NSW will be the first state in Australia to measure floodplain harvesting as part of its historic water reform action plan.
The Floodplain Harvesting Measurement Policy outlines how floodplain harvesting will be measured and monitored, in preparation for issuing floodplain harvesting access licences in 2021.
Minister for Water, Property and Housing Melinda Pavey said the policy delivers on the government’s efforts to develop an advanced, transparent and fair water management system for all of NSW.
“NSW has been the focus of intense public criticism for years, despite having its laws reformed, creating a new compliance agency in the independent Natural Resources Access Regulator and beefing up water metering and monitoring,” Mrs Pavey said.
“NSW is recovering from the worst drought in its recorded history and our communities have bent over backwards to return water to the environment.

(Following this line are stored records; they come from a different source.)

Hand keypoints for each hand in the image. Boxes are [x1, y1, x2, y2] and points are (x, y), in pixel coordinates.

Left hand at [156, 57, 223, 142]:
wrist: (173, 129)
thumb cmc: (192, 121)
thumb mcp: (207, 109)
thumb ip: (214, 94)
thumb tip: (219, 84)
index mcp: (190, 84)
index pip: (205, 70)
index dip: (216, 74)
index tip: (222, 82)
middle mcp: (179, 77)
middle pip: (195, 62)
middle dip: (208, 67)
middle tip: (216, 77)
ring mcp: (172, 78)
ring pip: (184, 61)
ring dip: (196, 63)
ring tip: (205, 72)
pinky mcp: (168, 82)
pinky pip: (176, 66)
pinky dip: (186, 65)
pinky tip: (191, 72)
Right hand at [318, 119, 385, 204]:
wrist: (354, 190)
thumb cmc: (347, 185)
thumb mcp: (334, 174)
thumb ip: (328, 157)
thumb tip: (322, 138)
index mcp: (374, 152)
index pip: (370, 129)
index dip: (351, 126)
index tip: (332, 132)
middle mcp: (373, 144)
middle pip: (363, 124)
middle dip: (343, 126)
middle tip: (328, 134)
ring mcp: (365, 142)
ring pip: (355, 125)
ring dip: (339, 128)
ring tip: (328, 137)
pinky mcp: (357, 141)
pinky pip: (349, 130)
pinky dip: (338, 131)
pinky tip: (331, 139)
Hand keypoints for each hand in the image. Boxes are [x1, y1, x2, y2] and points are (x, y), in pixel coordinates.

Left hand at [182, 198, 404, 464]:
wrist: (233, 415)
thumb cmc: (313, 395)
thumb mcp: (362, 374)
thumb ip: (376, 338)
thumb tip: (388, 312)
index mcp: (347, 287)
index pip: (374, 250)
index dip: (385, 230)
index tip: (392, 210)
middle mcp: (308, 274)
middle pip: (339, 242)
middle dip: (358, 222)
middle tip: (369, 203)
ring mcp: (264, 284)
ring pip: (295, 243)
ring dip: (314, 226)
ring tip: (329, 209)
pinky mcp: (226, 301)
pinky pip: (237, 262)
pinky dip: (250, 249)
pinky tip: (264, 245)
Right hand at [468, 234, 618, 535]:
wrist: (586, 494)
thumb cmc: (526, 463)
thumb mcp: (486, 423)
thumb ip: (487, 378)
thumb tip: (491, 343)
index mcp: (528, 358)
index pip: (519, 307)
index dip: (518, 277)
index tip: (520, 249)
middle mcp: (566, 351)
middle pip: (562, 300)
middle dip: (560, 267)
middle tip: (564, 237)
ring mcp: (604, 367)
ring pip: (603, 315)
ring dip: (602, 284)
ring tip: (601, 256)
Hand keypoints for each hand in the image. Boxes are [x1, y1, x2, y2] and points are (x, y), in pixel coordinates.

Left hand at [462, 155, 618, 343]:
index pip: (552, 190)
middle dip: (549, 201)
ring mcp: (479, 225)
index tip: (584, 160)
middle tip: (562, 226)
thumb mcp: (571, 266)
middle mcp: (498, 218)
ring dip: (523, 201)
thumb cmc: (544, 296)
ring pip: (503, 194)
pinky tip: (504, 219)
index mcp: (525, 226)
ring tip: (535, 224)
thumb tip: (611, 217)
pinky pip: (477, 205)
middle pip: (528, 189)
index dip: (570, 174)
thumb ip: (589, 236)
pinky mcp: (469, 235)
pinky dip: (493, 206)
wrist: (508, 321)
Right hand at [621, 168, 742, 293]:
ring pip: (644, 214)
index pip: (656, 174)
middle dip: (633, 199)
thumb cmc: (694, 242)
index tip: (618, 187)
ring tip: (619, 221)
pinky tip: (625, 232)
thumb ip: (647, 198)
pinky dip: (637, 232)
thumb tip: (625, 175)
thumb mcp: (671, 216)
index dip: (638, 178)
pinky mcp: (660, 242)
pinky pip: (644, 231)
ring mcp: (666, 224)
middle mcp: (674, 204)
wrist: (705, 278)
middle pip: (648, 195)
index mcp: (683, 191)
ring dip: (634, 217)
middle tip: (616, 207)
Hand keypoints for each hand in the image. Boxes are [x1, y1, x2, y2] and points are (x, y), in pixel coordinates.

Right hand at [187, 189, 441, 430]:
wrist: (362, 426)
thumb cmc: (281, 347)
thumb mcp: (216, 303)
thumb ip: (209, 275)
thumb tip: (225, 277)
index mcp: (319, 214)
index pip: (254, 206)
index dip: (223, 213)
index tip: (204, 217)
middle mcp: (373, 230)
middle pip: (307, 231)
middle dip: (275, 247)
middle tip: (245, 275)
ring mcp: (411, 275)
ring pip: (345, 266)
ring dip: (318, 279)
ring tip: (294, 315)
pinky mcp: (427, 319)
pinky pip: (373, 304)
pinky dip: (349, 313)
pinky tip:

“This policy should provide a framework for other states to align with the same standards in management, compliance and transparency that NSW has worked so hard to achieve. No longer should NSW communities be held to one standard and other basin states to another.”
Mrs Pavey said the policy is another step in regulating and measuring floodplain harvesting in NSW and is key to developing a fairer system of floodplain access and balancing the needs of industry and communities with those of the environment.
“The policy comes after more than six years of consultation and aligns with the 2017 Matthews’ Report, which was earmarked to be licensed in the first water sharing plan back in 2003,” Mrs Pavey said.
“The lingering drought and concerns over fish deaths have all highlighted the need for a rigorous and accurate measurement policy for NSW. This is the last form of water take to be regulated in NSW and the development of a measurement policy is a historic turning point for our water management system.”
The Policy will provide landholders access to near-real time data for storage volumes, by using the latest in telemetry and metering technology, and will make it easier for landholders to work within their licensed water share volume.
“Measuring surface water take on these floodplains is a challenging and complex task because of the remoteness of much of the infrastructure.
“It provides a transparent system of measurement we can all trust and will allow for fair and sustainable access to floodplain and water resources.”
Landholders in the northern basin are expected to be measurement ready by 1 July 2021 when floodplain harvesting licences will be issued.